Google’s plan to revise its browser extension APIs, known as Manifest v3, follows from the web giant’s recognition that many of its products and services can be abused by unscrupulous developers. The search king refers to its product security and privacy audit as Project Strobe, “a root-and-branch review of third-party developer access to your Google account and Android device data.”
In a Chrome extension, the manifest file (manifest.json) tells the browser which files and capabilities (APIs) will be used. Manifest v3, proposed last year and still being hammered out, will alter and limit the capabilities available to extensions.
Developers who created extensions under Manifest v2 may have to revise their code to keep it working with future versions of Chrome. That may not be practical or possible in all cases, though. The developer of uBlock Origin, Raymond Hill, has said his web-ad-and-content-blocking extension will break under Manifest v3. It’s not yet clear whether uBlock Origin can or will be adapted to the revised API.
The most significant change under Manifest v3 is the deprecation of the
blocking webRequestAPI (except for enterprise users), which lets extensions intercept incoming and outgoing browser data, so that the traffic can be modified, redirected or blocked.
Firefox not following
“In its place, Google has proposed an API called
declarativeNetRequest,” explains Caitlin Neiman, community manager for Mozilla Add-ons (extensions), in a blog post.

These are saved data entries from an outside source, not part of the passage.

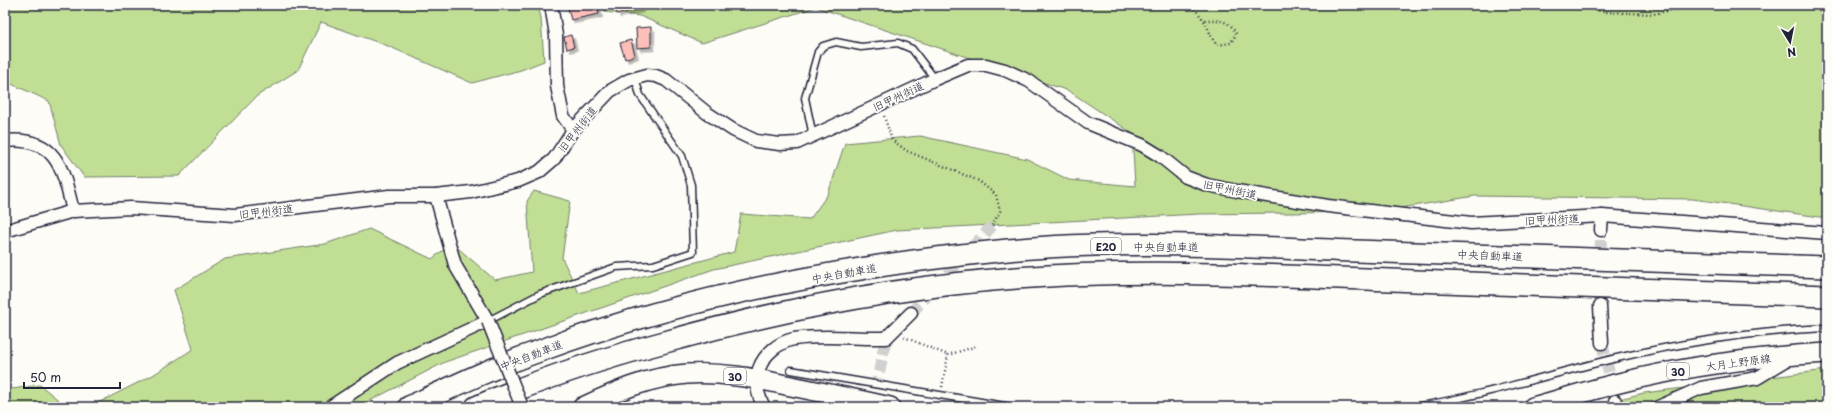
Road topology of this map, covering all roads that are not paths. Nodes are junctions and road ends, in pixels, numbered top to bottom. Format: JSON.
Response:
{"nodes":[{"id":1,"x":551,"y":5,"type":"edge"},
{"id":2,"x":635,"y":78,"type":"junction"},
{"id":3,"x":935,"y":78,"type":"junction"},
{"id":4,"x":573,"y":130,"type":"junction"},
{"id":5,"x":813,"y":136,"type":"junction"},
{"id":6,"x":5,"y":141,"type":"edge"},
{"id":7,"x":436,"y":196,"type":"junction"},
{"id":8,"x":73,"y":211,"type":"junction"},
{"id":9,"x":1602,"y":216,"type":"junction"},
{"id":10,"x":1601,"y":230,"type":"tunnel mouth"},
{"id":11,"x":5,"y":231,"type":"edge"},
{"id":12,"x":1827,"y":233,"type":"edge"},
{"id":13,"x":1827,"y":267,"type":"edge"},
{"id":14,"x":1827,"y":296,"type":"edge"},
{"id":15,"x":1600,"y":306,"type":"tunnel mouth"},
{"id":16,"x":911,"y":313,"type":"tunnel mouth"},
{"id":17,"x":488,"y":321,"type":"junction"},
{"id":18,"x":1827,"y":328,"type":"edge"},
{"id":19,"x":1602,"y":343,"type":"tunnel mouth"},
{"id":20,"x":1827,"y":353,"type":"edge"},
{"id":21,"x":1794,"y":355,"type":"junction"},
{"id":22,"x":790,"y":370,"type":"dead end"},
{"id":23,"x":756,"y":379,"type":"junction"},
{"id":24,"x":330,"y":407,"type":"edge"},
{"id":25,"x":408,"y":407,"type":"edge"},
{"id":26,"x":476,"y":407,"type":"edge"},
{"id":27,"x":522,"y":407,"type":"edge"},
{"id":28,"x":583,"y":407,"type":"edge"},
{"id":29,"x":764,"y":407,"type":"edge"},
{"id":30,"x":890,"y":407,"type":"edge"},
{"id":31,"x":1011,"y":407,"type":"edge"},
{"id":32,"x":1414,"y":407,"type":"edge"},
{"id":33,"x":1533,"y":407,"type":"edge"},
{"id":34,"x":1658,"y":407,"type":"edge"}],
"edges":[{"from":1,"to":4,"type":"street"},
{"from":2,"to":4,"type":"street","name":"旧甲州街道"},
{"from":2,"to":5,"type":"street","name":"旧甲州街道"},
{"from":2,"to":17,"type":"lane"},
{"from":3,"to":5,"type":"street","name":"旧甲州街道"},
{"from":3,"to":5,"type":"lane"},
{"from":3,"to":9,"type":"street","name":"旧甲州街道"},
{"from":4,"to":7,"type":"street","name":"旧甲州街道"},
{"from":6,"to":8,"type":"street"},
{"from":7,"to":8,"type":"street","name":"旧甲州街道"},
{"from":7,"to":17,"type":"street"},
{"from":8,"to":11,"type":"street","name":"旧甲州街道"},
{"from":9,"to":10,"type":"street"},
{"from":9,"to":12,"type":"street","name":"旧甲州街道"},
{"from":13,"to":25,"type":"highway","name":"中央自動車道","number":"E20"},
{"from":14,"to":26,"type":"highway"},
{"from":15,"to":19,"type":"street"},
{"from":16,"to":23,"type":"street"},
{"from":17,"to":24,"type":"street"},
{"from":17,"to":27,"type":"street","bridge":true},
{"from":18,"to":32,"type":"lane"},
{"from":20,"to":21,"type":"main road","name":"大月上野原線","number":"30"},
{"from":21,"to":33,"type":"main road","name":"大月上野原線","number":"30"},
{"from":21,"to":34,"type":"street"},
{"from":22,"to":31,"type":"lane"},
{"from":23,"to":28,"type":"main road","number":"30"},
{"from":23,"to":29,"type":"street"},
{"from":23,"to":30,"type":"main road","number":"30"}]}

“This API impacts the capabilities of content blocking extensions by limiting the number of rules, as well as available filters and actions. These limitations negatively impact content blockers because modern content blockers are very sophisticated and employ layers of algorithms to not only detect and block ads, but to hide from the ad networks themselves.”
Mozilla offers Firefox developers the Web Extensions API, which is mostly compatible with the Chrome extensions platform and is supported by Chromium-based browsers Brave, Opera and Vivaldi. Those other three browser makers have said they intend to work around Google’s changes to the
blocking webRequestAPI. Now, Mozilla says as much.
“We have no immediate plans to remove
blocking webRequestand are working with add-on developers to gain a better understanding of how they use the APIs in question to help determine how to best support them,” said Neiman.
Google maintains, “We are not preventing the development of ad blockers or stopping users from blocking ads,” even as it acknowledges “these changes will require developers to update the way in which their extensions operate.”
Yet Google’s related web technology proposal two weeks ago to build a “privacy sandbox,” through a series of new technical specifications that would hinder anti-tracking mechanisms, has been dismissed as disingenuous “privacy gaslighting.”
On Friday, EFF staff technologist Bennett Cyphers, lambasted the ad biz for its self-serving specs. “Google not only doubled down on its commitment to targeted advertising, but also made the laughable claim that blocking third-party cookies – by far the most common tracking technology on the Web, and Google’s tracking method of choice – will hurt user privacy,” he wrote in a blog post.